__Task instructions__.
Scan the records below. Copy every line in which the word "halo" appears.

--- Excerpted records ---

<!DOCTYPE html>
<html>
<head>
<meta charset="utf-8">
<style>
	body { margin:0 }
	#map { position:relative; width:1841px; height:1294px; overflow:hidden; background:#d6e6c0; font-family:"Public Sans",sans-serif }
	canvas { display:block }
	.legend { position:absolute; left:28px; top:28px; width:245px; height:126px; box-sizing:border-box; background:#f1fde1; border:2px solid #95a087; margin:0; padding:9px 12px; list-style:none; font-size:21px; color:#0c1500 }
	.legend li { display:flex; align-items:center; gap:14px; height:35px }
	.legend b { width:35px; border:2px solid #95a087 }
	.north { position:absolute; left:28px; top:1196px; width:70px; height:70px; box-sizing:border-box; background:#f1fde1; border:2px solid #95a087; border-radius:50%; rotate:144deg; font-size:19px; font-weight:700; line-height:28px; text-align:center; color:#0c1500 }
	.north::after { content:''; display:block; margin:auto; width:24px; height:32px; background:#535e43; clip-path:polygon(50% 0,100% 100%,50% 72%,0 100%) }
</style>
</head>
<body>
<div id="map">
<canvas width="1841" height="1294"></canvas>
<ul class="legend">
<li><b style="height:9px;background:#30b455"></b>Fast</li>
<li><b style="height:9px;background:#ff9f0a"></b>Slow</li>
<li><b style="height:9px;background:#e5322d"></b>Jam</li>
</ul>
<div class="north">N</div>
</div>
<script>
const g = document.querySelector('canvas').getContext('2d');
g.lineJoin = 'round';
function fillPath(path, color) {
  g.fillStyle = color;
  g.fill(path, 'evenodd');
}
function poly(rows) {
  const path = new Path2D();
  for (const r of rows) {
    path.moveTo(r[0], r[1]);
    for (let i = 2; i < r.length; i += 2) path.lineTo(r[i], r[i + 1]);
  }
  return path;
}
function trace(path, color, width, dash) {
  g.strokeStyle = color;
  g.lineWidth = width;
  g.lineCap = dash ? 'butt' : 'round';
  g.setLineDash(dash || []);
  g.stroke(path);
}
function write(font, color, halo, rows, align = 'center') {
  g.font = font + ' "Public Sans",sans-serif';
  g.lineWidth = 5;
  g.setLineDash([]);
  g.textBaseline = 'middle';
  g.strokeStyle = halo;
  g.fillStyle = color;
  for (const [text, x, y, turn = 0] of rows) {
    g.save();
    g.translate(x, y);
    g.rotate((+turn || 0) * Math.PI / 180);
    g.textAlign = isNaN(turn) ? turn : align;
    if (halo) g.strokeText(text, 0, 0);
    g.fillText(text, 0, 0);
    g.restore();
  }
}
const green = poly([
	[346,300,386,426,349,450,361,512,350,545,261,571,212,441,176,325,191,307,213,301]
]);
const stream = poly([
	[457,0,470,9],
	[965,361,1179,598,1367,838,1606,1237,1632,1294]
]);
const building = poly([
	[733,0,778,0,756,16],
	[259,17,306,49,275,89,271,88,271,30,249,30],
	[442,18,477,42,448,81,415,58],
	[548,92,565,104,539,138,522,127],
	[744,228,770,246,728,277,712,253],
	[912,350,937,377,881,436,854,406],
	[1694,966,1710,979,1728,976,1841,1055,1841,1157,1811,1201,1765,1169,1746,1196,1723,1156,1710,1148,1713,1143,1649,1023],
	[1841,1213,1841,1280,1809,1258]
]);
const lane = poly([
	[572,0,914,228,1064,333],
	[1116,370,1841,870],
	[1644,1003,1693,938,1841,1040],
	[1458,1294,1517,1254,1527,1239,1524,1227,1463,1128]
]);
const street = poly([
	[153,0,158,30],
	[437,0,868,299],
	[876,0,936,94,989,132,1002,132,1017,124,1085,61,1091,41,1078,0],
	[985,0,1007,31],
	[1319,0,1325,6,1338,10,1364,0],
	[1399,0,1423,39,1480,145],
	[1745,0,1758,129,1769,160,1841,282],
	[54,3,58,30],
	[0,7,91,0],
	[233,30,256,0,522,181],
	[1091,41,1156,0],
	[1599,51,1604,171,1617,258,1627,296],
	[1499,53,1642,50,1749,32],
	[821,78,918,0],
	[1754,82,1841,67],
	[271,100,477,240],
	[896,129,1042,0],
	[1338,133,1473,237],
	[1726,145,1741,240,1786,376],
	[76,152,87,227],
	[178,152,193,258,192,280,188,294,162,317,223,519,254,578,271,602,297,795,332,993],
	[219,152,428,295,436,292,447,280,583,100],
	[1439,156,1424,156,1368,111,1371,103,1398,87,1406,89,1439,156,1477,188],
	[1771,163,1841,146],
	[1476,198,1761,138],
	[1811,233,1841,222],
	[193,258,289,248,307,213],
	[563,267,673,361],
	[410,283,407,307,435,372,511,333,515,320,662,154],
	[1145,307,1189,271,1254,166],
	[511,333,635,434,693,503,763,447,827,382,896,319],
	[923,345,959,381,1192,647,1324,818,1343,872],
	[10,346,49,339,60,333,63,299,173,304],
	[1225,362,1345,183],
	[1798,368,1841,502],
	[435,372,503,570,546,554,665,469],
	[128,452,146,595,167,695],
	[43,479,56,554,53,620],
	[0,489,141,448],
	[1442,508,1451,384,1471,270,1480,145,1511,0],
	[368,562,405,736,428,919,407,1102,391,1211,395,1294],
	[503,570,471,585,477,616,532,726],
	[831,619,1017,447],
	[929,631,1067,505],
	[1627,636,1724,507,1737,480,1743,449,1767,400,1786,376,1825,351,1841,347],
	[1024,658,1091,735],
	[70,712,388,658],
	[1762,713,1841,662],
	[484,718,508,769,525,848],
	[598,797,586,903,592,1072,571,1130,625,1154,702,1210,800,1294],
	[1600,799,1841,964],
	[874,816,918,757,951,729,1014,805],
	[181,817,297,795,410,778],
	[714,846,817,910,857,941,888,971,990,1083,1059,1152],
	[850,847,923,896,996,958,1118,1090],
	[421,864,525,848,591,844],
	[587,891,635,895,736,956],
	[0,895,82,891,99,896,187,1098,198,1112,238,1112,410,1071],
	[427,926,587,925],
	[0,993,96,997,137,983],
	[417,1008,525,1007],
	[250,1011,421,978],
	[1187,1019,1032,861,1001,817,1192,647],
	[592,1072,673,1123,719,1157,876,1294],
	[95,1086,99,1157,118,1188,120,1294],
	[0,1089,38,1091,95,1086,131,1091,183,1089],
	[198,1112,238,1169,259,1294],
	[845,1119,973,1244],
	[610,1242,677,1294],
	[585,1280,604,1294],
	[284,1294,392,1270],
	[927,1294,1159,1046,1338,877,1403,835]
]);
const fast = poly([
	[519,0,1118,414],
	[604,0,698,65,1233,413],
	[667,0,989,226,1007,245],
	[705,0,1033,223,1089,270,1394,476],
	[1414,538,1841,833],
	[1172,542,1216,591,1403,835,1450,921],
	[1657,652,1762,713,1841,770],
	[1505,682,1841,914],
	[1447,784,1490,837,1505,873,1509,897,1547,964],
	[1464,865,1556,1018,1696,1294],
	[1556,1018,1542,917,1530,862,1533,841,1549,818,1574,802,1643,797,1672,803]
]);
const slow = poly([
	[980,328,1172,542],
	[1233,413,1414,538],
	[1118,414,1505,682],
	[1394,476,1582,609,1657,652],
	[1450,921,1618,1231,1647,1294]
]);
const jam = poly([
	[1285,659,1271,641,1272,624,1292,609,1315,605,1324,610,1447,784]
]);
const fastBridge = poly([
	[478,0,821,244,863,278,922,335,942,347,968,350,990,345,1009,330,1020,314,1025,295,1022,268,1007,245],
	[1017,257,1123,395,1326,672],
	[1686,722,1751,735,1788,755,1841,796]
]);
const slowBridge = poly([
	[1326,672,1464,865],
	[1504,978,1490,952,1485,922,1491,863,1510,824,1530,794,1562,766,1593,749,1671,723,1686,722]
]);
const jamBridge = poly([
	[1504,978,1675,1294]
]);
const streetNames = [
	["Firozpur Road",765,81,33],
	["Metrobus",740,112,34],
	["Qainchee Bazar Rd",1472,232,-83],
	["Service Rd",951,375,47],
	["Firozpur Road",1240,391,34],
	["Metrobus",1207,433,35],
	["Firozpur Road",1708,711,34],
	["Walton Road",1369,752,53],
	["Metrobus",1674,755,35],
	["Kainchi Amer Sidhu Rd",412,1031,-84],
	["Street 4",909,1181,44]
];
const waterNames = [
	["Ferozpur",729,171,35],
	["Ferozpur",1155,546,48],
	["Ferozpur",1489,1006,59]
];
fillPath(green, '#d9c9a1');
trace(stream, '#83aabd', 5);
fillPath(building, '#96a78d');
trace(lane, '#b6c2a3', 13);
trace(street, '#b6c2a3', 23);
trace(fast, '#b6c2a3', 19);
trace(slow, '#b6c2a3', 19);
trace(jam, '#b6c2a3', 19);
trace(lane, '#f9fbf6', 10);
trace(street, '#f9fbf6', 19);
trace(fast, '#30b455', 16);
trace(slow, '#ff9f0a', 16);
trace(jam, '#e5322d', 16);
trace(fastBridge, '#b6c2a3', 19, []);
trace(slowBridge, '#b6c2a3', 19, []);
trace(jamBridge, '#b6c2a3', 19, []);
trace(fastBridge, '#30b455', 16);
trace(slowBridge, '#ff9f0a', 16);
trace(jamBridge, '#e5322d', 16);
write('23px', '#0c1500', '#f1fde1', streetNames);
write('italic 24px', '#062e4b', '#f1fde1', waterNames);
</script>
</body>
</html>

---

__Task solution__.
function write(font, color, halo, rows, align = 'center') {
  g.strokeStyle = halo;
    if (halo) g.strokeText(text, 0, 0);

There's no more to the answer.